What needs to be done: The answer is the set of lines that include "white", copied from the data below.

Data to use section start

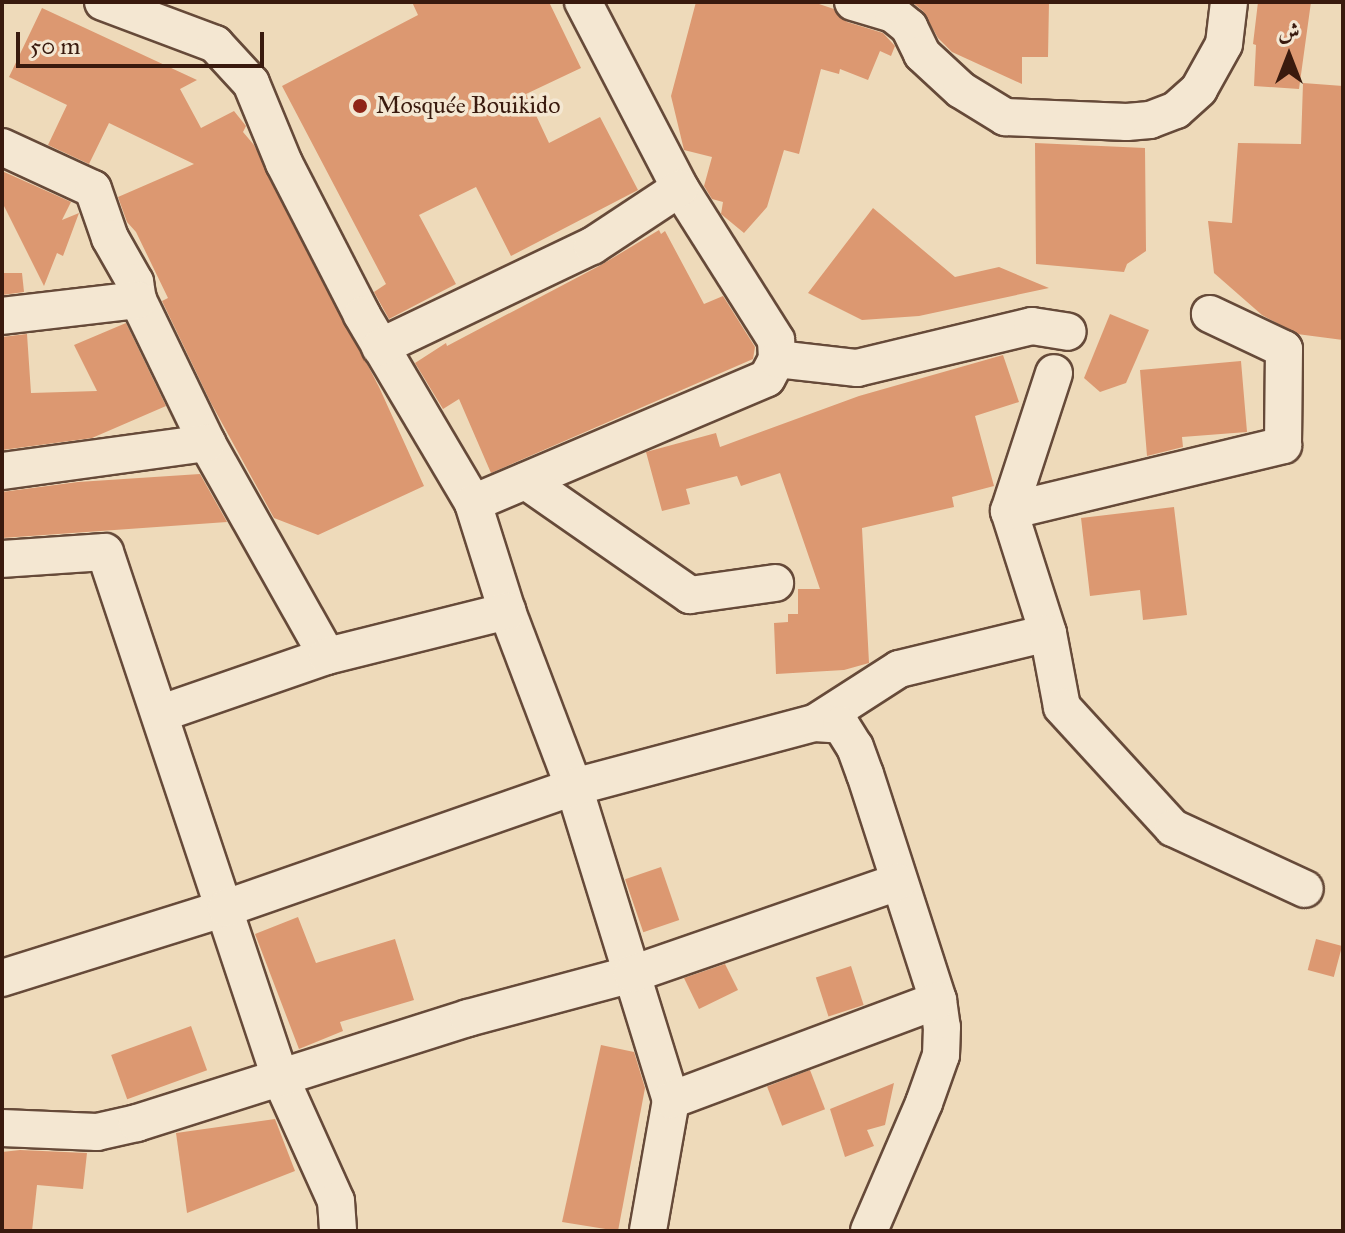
<!DOCTYPE html>
<html>
<head>
<meta charset="utf-8">
<style>
	body { margin:0 }
	#map { position:relative; width:1345px; height:1233px; overflow:hidden; background:#eedaba; font-family:"IM FELL Great Primer",Amiri,serif }
	div>[style] { position:absolute }
	.building>* { inset:0; background:#dc9871; transform-origin:0 0 }
	.roads { filter:drop-shadow(2px 0 #664a39) drop-shadow(-2px 0 #664a39) drop-shadow(0 2px #664a39) drop-shadow(0 -2px #664a39) }
	.street>* { height:36px; margin:-18px; padding:0 18px; transform-origin:18px; border-radius:18px; background:#f4e7d2 }
	.dots>* { width:22px; height:22px; translate:-50% -50%; box-sizing:border-box; border:4px solid #f4e7d2; border-radius:50% }
	span { translate:-50% -50%; white-space:nowrap; text-align:center; line-height:1.15; -webkit-text-stroke:7px #f4e7d2; paint-order:stroke }
	.poi-label { font-size:24px; color:#391a0e }
	.left { translate:0 -50%; text-align:left }
	.frame { position:absolute; inset:0; border:4px solid #391a0e; pointer-events:none }
	.north { position:absolute; left:1249px; top:16px; width:80px; height:80px; -webkit-text-stroke:6px #f4e7d2; paint-order:stroke; rotate:0deg; font-size:22px; font-weight:700; line-height:32px; text-align:center; color:#391a0e }
	.north::after { content:''; display:block; margin:auto; width:28px; height:36px; background:#391a0e; clip-path:polygon(50% 0,100% 100%,50% 72%,0 100%) }
	.scale { position:absolute; left:16px; top:32px; width:248px; height:36px; box-sizing:border-box; border:4px solid #391a0e; border-top:0; padding-left:10px; font-size:24px; line-height:28px; white-space:nowrap; color:#391a0e; -webkit-text-stroke:6px #f4e7d2; paint-order:stroke }
</style>
</head>
<body>
<div id="map">
	<div class="building">
		<i style="clip-path:polygon(412px 2px,549px 2px,581px 68px,526px 94px,549px 143px,600px 117px,638px 190px,511px 256px,476px 187px,419px 215px,456px 284px,389px 319px,374px 292px,386px 284px,282px 86px,418px 15px)"></i>
		<i style="clip-path:polygon(696px 2px,813px 2px,834px 9px,847px 22px,883px 33px,895px 46px,891px 56px,880px 51px,868px 80px,840px 69px,839px 74px,821px 69px,799px 154px,784px 150px,767px 207px,744px 233px,721px 214px,723px 202px,712px 199px,704px 186px,712px 157px,684px 150px,671px 96px)"></i>
		<i style="clip-path:polygon(912px 2px,1049px 2px,1048px 57px,1022px 57px,1022px 84px,952px 52px,938px 38px,923px 11px)"></i>
		<i style="clip-path:polygon(1258px 2px,1311px 2px,1299px 89px,1254px 86px,1256px 45px,1253px 44px)"></i>
		<i style="clip-path:polygon(42px 8px,197px 80px,180px 89px,201px 128px,234px 111px,246px 126px,243px 132px,254px 145px,379px 387px,424px 486px,318px 535px,274px 518px,211px 403px,162px 301px,168px 298px,136px 232px,127px 222px,118px 197px,194px 164px,109px 123px,89px 164px,48px 145px,67px 105px,9px 77px)"></i>
		<i style="clip-path:polygon(1303px 83px,1343px 86px,1343px 340px,1297px 334px,1262px 315px,1214px 273px,1208px 221px,1232px 223px,1238px 143px,1301px 144px)"></i>
		<i style="clip-path:polygon(1035px 143px,1145px 148px,1146px 251px,1127px 264px,1124px 272px,1036px 264px)"></i>
		<i style="clip-path:polygon(2px 171px,71px 202px,62px 220px,79px 213px,63px 256px,57px 253px,44px 286px,2px 202px)"></i>
		<i style="clip-path:polygon(873px 208px,955px 277px,999px 267px,1049px 288px,919px 316px,862px 320px,808px 293px)"></i>
		<i style="clip-path:polygon(659px 230px,661px 234px,665px 231px,704px 304px,723px 296px,755px 347px,753px 359px,491px 473px,459px 399px,443px 409px,415px 363px,446px 343px,447px 346px,601px 265px)"></i>
		<i style="clip-path:polygon(2px 273px,22px 273px,24px 292px,2px 295px)"></i>
		<i style="clip-path:polygon(1110px 314px,1149px 330px,1126px 383px,1100px 392px,1084px 378px)"></i>
		<i style="clip-path:polygon(126px 323px,166px 406px,92px 438px,2px 450px,2px 337px,27px 334px,31px 393px,97px 391px,74px 345px)"></i>
		<i style="clip-path:polygon(1003px 355px,1019px 402px,975px 416px,994px 486px,952px 497px,954px 507px,862px 528px,869px 663px,844px 670px,776px 674px,774px 623px,788px 622px,788px 614px,798px 614px,798px 589px,820px 589px,780px 473px,741px 486px,737px 476px,686px 489px,690px 504px,662px 511px,646px 452px,716px 433px,720px 447px,859px 396px)"></i>
		<i style="clip-path:polygon(1241px 361px,1247px 432px,1182px 437px,1183px 447px,1147px 456px,1140px 370px)"></i>
		<i style="clip-path:polygon(200px 474px,227px 522px,2px 538px,2px 492px,78px 482px)"></i>
		<i style="clip-path:polygon(1174px 507px,1187px 615px,1143px 620px,1140px 590px,1090px 596px,1081px 518px)"></i>
		<i style="left:661px;top:867px;width:56px;height:38px;rotate:71deg"></i>
		<i style="clip-path:polygon(298px 917px,316px 963px,395px 939px,414px 1000px,340px 1022px,343px 1031px,299px 1049px,255px 934px)"></i>
		<i style="left:1316px;top:939px;width:27px;height:32px;rotate:15deg"></i>
		<i style="clip-path:polygon(725px 964px,738px 990px,699px 1009px,684px 978px)"></i>
		<i style="left:851px;top:966px;width:41px;height:37px;rotate:72deg"></i>
		<i style="left:191px;top:1026px;width:47px;height:85px;rotate:70deg"></i>
		<i style="clip-path:polygon(601px 1045px,634px 1052px,645px 1088px,618px 1231px,562px 1222px)"></i>
		<i style="left:810px;top:1070px;width:42px;height:46px;rotate:69deg"></i>
		<i style="clip-path:polygon(894px 1083px,885px 1125px,867px 1130px,874px 1146px,845px 1157px,830px 1109px)"></i>
		<i style="clip-path:polygon(275px 1119px,295px 1171px,187px 1213px,176px 1133px)"></i>
		<i style="clip-path:polygon(20px 1150px,87px 1153px,83px 1189px,37px 1185px,32px 1231px,2px 1231px,2px 1152px)"></i>
	</div>
	<div class="roads">
		<div class="street">
			<i style="left:103px;top:2px;width:120px;rotate:20.6deg"></i>
			<i style="left:215px;top:44px;width:53px;rotate:47.3deg"></i>
			<i style="left:251px;top:83px;width:87px;rotate:67.6deg"></i>
			<i style="left:284px;top:163px;width:171px;rotate:62.8deg"></i>
			<i style="left:362px;top:315px;width:218px;rotate:59.4deg"></i>
			<i style="left:473px;top:503px;width:319px;rotate:-23deg"></i>
			<i style="left:767px;top:378px;width:21px;rotate:-62deg"></i>
			<i style="left:777px;top:359px;width:19px;rotate:-93deg"></i>
			<i style="left:776px;top:340px;width:180px;rotate:-122.3deg"></i>
			<i style="left:680px;top:188px;width:210px;rotate:-117.5deg"></i>
			<i style="left:853px;top:2px;width:42px;rotate:16.7deg"></i>
			<i style="left:893px;top:14px;width:21px;rotate:39deg"></i>
			<i style="left:909px;top:27px;width:30px;rotate:64deg"></i>
			<i style="left:922px;top:54px;width:53px;rotate:42.7deg"></i>
			<i style="left:961px;top:90px;width:52px;rotate:31.5deg"></i>
			<i style="left:1005px;top:117px;width:122px;rotate:2.3deg"></i>
			<i style="left:1127px;top:122px;width:23px;rotate:-5deg"></i>
			<i style="left:1150px;top:120px;width:28px;rotate:-21deg"></i>
			<i style="left:1176px;top:110px;width:31px;rotate:-42deg"></i>
			<i style="left:1199px;top:89px;width:51px;rotate:-60.9deg"></i>
			<i style="left:1224px;top:44px;width:42px;rotate:-83.2deg"></i>
			<i style="left:2px;top:147px;width:100px;rotate:24.8deg"></i>
			<i style="left:93px;top:189px;width:52px;rotate:70.9deg"></i>
			<i style="left:110px;top:238px;width:51px;rotate:60.4deg"></i>
			<i style="left:135px;top:282px;width:18px;rotate:81deg"></i>
			<i style="left:138px;top:300px;width:159px;rotate:64.2deg"></i>
			<i style="left:207px;top:443px;width:244px;rotate:60.6deg"></i>
			<i style="left:2px;top:316px;width:137px;rotate:-6.7deg"></i>
			<i style="left:380px;top:347px;width:235px;rotate:-25.5deg"></i>
			<i style="left:592px;top:246px;width:105px;rotate:-33.4deg"></i>
			<i style="left:777px;top:359px;width:81px;rotate:6.4deg"></i>
			<i style="left:857px;top:368px;width:180px;rotate:-13.5deg"></i>
			<i style="left:1032px;top:326px;width:36px;rotate:9deg"></i>
			<i style="left:2px;top:471px;width:207px;rotate:-7.8deg"></i>
			<i style="left:526px;top:481px;width:200px;rotate:34.8deg"></i>
			<i style="left:690px;top:595px;width:86px;rotate:-8deg"></i>
			<i style="left:473px;top:503px;width:113px;rotate:72.5deg"></i>
			<i style="left:507px;top:611px;width:188px;rotate:69.2deg"></i>
			<i style="left:574px;top:787px;width:328px;rotate:72.8deg"></i>
			<i style="left:671px;top:1100px;width:133px;rotate:100deg"></i>
			<i style="left:1009px;top:511px;width:282px;rotate:-13.5deg"></i>
			<i style="left:1283px;top:445px;width:96px;rotate:-89.4deg"></i>
			<i style="left:1284px;top:349px;width:82px;rotate:-154.7deg"></i>
			<i style="left:2px;top:559px;width:103px;rotate:-3.9deg"></i>
			<i style="left:105px;top:552px;width:553px;rotate:71.57deg"></i>
			<i style="left:280px;top:1077px;width:136px;rotate:65.7deg"></i>
			<i style="left:336px;top:1201px;width:30px;rotate:86deg"></i>
			<i style="left:1048px;top:633px;width:128px;rotate:-107.7deg"></i>
			<i style="left:1009px;top:511px;width:145px;rotate:-71.9deg"></i>
			<i style="left:162px;top:713px;width:175px;rotate:-19.1deg"></i>
			<i style="left:327px;top:656px;width:186px;rotate:-14deg"></i>
			<i style="left:815px;top:723px;width:100px;rotate:-32.7deg"></i>
			<i style="left:899px;top:669px;width:153px;rotate:-13.6deg"></i>
			<i style="left:1048px;top:633px;width:75px;rotate:79.3deg"></i>
			<i style="left:1062px;top:707px;width:164px;rotate:47.5deg"></i>
			<i style="left:1173px;top:828px;width:145px;rotate:24.8deg"></i>
			<i style="left:2px;top:978px;width:235px;rotate:-17.4deg"></i>
			<i style="left:226px;top:908px;width:368px;rotate:-19.2deg"></i>
			<i style="left:574px;top:787px;width:249px;rotate:-14.9deg"></i>
			<i style="left:815px;top:723px;width:26px;rotate:4deg"></i>
			<i style="left:841px;top:725px;width:26px;rotate:58deg"></i>
			<i style="left:855px;top:747px;width:29px;rotate:70deg"></i>
			<i style="left:865px;top:774px;width:237px;rotate:72.1deg"></i>
			<i style="left:938px;top:1000px;width:27px;rotate:82deg"></i>
			<i style="left:942px;top:1027px;width:28px;rotate:92deg"></i>
			<i style="left:941px;top:1055px;width:51px;rotate:109.5deg"></i>
			<i style="left:924px;top:1103px;width:139px;rotate:113.3deg"></i>
			<i style="left:671px;top:1100px;width:285px;rotate:-20.5deg"></i>
			<i style="left:2px;top:1128px;width:95px;rotate:2.4deg"></i>
			<i style="left:97px;top:1132px;width:41px;rotate:-12.7deg"></i>
			<i style="left:137px;top:1123px;width:347px;rotate:-17.6deg"></i>
			<i style="left:468px;top:1018px;width:170px;rotate:-15deg"></i>
			<i style="left:632px;top:974px;width:281px;rotate:-19.1deg"></i>
		</div>
	</div>
	<div class="dots">
		<i style="left:360px;top:106px;background:#8f2418"></i>
	</div>
	<div class="poi-label">
		<span class="left" style="left:376px;top:106px">Mosquée Bouikido</span>
	</div>
	<div class="frame"></div>
	<div class="north">ش</div>
	<div class="scale">50 m</div>
</div>
</body>
</html>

Data to use section end

Written answer:
	span { translate:-50% -50%; white-space:nowrap; text-align:center; line-height:1.15; -webkit-text-stroke:7px #f4e7d2; paint-order:stroke }
	.scale { position:absolute; left:16px; top:32px; width:248px; height:36px; box-sizing:border-box; border:4px solid #391a0e; border-top:0; padding-left:10px; font-size:24px; line-height:28px; white-space:nowrap; color:#391a0e; -webkit-text-stroke:6px #f4e7d2; paint-order:stroke }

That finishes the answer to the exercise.